→ **TASK OBJECTIVE**
Lines with the word "Spencer" in them are the ones to copy from the records.
[[ SUPPLIED RECORDS open ]]
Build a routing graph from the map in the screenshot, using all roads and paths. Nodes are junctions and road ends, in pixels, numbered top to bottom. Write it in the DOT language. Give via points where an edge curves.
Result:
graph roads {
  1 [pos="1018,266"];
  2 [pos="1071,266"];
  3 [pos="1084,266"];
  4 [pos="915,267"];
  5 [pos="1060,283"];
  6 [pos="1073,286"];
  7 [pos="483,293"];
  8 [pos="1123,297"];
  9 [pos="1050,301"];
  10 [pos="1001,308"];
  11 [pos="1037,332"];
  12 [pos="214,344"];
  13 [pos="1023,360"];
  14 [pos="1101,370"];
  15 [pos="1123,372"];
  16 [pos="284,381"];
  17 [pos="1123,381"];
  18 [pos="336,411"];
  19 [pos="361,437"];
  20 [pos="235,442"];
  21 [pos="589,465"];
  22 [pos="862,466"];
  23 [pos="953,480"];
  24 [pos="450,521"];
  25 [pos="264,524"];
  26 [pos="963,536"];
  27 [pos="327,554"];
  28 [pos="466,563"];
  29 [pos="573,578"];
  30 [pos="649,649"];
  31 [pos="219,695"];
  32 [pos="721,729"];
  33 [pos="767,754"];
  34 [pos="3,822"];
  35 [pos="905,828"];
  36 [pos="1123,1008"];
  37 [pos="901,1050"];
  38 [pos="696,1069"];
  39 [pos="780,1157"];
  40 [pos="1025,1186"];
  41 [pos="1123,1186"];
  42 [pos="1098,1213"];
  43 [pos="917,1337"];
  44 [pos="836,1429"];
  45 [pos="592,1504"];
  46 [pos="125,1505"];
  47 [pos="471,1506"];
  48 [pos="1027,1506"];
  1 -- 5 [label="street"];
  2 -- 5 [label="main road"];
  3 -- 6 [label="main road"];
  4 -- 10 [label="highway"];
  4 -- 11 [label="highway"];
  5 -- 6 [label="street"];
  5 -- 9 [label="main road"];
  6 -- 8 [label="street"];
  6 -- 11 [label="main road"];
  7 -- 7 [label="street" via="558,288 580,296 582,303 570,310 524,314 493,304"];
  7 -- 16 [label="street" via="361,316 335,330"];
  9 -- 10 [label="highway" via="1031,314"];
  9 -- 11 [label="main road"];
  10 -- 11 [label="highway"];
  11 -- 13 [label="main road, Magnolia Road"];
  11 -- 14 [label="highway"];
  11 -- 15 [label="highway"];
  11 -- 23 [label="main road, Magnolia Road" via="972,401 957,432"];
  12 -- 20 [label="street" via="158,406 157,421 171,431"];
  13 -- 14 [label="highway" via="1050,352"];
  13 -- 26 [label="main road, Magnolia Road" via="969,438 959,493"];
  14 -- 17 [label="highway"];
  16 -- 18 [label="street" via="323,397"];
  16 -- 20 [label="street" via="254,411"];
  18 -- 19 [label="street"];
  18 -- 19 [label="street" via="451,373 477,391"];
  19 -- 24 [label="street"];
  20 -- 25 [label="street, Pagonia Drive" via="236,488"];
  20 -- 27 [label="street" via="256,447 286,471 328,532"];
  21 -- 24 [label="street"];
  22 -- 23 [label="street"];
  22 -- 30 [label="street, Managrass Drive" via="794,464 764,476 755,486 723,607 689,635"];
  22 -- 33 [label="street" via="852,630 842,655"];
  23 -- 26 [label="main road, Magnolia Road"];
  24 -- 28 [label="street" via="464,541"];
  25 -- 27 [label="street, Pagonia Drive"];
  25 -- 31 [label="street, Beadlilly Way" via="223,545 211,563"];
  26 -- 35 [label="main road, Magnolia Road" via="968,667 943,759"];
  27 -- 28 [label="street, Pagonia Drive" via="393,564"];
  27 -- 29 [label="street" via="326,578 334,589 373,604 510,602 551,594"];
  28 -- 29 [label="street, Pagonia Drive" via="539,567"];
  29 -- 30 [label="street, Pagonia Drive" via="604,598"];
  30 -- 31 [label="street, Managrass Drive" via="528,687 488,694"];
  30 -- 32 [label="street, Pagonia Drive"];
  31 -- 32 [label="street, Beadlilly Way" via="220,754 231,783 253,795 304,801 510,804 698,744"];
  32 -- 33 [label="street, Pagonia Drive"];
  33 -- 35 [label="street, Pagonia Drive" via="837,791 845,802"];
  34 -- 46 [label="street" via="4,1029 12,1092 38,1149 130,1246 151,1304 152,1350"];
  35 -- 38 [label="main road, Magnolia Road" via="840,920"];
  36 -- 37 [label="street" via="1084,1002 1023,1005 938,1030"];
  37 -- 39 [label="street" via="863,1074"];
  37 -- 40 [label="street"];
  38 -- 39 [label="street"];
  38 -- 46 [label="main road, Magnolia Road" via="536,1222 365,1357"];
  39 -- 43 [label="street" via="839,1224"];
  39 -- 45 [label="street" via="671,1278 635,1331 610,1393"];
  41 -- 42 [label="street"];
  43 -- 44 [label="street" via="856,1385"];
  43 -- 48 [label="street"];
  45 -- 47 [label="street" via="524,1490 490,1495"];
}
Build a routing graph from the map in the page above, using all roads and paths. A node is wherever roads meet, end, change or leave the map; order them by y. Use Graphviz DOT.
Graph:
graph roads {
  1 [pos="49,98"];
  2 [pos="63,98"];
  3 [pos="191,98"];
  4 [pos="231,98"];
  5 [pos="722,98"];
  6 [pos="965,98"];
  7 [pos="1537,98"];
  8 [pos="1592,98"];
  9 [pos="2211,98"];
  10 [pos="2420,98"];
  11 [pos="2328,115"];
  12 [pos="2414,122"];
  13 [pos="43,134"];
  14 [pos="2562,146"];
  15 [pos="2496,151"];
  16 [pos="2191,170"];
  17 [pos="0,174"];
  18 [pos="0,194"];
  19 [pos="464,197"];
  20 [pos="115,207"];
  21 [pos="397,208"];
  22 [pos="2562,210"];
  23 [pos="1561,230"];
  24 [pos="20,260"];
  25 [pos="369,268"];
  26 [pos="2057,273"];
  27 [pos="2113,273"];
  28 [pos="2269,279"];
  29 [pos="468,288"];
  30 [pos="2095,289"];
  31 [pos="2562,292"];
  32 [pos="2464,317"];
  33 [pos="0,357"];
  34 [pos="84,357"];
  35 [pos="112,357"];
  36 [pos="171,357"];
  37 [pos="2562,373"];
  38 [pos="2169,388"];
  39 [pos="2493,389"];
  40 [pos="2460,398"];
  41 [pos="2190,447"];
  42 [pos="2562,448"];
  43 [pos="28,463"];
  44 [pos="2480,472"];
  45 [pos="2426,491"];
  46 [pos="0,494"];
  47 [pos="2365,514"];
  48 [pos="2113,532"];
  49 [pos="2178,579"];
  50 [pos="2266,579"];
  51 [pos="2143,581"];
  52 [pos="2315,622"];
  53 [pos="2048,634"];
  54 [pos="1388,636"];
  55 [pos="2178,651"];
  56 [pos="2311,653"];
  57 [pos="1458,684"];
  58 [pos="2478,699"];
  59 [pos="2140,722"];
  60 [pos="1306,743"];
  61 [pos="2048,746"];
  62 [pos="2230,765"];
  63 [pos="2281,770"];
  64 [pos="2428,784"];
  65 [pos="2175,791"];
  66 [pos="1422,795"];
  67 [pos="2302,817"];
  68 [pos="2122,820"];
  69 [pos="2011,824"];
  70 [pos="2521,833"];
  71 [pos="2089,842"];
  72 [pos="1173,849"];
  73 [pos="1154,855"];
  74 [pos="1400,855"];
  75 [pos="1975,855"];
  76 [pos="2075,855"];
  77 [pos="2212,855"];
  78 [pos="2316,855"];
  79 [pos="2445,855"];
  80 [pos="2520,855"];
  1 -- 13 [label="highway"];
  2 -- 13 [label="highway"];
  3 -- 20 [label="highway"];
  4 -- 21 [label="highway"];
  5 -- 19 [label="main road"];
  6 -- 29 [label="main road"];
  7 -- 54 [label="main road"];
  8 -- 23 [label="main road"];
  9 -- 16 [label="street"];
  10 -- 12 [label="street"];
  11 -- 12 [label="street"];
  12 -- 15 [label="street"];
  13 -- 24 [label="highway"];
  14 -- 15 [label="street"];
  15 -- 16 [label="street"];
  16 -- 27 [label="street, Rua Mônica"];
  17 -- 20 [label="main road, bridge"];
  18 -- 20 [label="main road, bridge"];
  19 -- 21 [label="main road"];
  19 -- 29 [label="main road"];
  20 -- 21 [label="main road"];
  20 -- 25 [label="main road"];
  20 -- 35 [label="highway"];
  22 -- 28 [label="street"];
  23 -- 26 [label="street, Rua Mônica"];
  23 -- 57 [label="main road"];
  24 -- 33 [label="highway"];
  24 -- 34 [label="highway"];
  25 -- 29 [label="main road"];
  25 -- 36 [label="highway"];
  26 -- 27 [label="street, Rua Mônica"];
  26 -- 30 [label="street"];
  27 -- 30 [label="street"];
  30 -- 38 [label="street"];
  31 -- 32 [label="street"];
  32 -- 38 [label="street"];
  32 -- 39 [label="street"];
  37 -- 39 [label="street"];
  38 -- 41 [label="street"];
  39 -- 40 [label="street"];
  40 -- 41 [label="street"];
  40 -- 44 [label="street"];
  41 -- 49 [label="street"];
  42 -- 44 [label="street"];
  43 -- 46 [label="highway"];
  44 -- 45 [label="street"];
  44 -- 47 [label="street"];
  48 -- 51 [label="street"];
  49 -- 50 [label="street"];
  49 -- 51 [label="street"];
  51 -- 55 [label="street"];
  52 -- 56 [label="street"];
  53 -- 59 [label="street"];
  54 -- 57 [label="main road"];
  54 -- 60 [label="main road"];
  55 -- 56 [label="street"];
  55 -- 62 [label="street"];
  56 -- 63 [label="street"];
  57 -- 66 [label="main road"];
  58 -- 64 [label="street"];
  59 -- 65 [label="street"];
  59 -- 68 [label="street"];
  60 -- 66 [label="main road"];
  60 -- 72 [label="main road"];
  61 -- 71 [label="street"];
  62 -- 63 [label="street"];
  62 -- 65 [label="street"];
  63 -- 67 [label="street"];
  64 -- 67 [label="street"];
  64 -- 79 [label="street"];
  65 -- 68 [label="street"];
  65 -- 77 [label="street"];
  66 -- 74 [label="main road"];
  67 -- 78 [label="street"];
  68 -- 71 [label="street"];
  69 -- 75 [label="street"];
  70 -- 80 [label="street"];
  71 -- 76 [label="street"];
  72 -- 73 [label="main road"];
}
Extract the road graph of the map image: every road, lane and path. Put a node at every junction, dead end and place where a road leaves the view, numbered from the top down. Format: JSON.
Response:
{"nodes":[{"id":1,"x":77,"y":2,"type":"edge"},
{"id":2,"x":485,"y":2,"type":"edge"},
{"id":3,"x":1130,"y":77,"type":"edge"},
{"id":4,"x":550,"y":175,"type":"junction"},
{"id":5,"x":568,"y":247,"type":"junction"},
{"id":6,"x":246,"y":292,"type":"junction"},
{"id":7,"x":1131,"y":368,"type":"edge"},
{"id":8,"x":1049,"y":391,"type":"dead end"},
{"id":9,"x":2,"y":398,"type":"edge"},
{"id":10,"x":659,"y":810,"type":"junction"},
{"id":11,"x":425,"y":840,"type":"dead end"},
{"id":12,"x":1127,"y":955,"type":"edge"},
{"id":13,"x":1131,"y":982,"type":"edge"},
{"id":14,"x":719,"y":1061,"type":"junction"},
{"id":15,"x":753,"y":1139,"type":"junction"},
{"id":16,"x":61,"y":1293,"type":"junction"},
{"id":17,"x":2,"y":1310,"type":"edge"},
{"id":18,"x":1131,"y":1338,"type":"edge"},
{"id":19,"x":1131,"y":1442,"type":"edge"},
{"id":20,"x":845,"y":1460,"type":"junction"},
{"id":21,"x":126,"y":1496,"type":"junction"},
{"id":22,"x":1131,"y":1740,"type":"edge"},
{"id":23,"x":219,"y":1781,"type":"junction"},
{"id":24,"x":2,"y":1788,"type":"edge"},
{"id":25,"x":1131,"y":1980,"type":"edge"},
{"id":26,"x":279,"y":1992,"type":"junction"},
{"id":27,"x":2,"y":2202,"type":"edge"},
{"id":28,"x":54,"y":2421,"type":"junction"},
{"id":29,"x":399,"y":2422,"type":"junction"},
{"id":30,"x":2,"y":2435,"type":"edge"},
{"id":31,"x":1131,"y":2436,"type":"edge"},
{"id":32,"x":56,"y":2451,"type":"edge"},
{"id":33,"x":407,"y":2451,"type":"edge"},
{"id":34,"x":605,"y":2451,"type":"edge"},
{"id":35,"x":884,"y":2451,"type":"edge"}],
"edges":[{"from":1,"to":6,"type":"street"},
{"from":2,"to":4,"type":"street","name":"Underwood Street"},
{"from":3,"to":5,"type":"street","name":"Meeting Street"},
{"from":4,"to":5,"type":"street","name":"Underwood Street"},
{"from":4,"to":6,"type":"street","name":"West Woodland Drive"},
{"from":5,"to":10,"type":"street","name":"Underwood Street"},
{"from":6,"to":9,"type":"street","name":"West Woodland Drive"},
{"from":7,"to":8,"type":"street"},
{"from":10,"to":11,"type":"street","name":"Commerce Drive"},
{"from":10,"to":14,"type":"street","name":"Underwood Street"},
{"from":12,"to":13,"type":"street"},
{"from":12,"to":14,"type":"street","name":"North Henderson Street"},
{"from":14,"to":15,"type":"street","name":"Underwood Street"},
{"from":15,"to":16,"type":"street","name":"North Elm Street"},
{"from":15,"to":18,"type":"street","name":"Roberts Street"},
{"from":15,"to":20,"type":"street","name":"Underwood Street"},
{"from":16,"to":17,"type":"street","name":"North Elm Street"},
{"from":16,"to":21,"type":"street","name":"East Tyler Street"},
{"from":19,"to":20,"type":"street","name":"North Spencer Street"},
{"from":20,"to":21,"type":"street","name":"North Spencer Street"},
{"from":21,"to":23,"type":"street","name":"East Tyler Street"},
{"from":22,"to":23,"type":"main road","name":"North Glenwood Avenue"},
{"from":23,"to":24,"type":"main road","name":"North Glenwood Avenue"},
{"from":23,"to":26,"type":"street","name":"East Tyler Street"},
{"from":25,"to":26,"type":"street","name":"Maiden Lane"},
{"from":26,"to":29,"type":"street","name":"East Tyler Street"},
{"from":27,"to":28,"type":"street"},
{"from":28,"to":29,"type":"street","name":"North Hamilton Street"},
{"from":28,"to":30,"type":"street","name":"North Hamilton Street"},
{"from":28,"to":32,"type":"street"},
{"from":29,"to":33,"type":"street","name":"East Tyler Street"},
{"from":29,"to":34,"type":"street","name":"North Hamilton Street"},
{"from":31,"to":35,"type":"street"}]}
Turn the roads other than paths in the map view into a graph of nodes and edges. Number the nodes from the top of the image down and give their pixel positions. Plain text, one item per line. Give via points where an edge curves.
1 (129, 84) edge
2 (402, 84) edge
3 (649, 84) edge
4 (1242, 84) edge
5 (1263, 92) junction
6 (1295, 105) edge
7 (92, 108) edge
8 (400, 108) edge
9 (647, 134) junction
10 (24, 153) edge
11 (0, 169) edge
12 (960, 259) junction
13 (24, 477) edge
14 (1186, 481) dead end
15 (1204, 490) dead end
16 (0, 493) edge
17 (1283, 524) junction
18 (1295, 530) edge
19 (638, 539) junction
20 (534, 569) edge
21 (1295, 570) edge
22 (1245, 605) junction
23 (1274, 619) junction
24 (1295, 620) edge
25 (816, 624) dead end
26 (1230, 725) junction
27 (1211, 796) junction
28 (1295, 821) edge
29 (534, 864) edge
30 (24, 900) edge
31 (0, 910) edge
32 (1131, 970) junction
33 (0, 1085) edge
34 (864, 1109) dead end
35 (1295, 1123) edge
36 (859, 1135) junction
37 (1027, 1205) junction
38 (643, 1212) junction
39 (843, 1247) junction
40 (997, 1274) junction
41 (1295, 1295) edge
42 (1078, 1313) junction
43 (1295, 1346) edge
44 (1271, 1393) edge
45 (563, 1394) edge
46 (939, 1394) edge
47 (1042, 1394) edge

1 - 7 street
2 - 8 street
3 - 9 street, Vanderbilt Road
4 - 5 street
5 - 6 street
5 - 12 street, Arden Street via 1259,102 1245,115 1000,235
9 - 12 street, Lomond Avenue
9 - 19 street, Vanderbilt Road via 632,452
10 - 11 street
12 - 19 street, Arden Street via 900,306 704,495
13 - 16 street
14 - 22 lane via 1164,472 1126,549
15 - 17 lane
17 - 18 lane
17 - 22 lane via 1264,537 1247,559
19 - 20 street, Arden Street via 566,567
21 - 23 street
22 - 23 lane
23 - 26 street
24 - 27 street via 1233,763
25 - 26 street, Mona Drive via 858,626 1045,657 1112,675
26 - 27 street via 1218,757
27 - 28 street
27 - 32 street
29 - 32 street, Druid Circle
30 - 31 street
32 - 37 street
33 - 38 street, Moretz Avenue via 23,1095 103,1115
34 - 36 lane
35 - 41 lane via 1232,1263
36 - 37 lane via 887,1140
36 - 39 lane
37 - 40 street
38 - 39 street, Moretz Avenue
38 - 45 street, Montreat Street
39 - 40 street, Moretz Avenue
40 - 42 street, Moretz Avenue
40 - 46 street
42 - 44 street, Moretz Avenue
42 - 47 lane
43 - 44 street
[[ SUPPLIED RECORDS closed ]]
→ **ANSWER TO THIS TASK**
{"from":19,"to":20,"type":"street","name":"North Spencer Street"},
{"from":20,"to":21,"type":"street","name":"North Spencer Street"},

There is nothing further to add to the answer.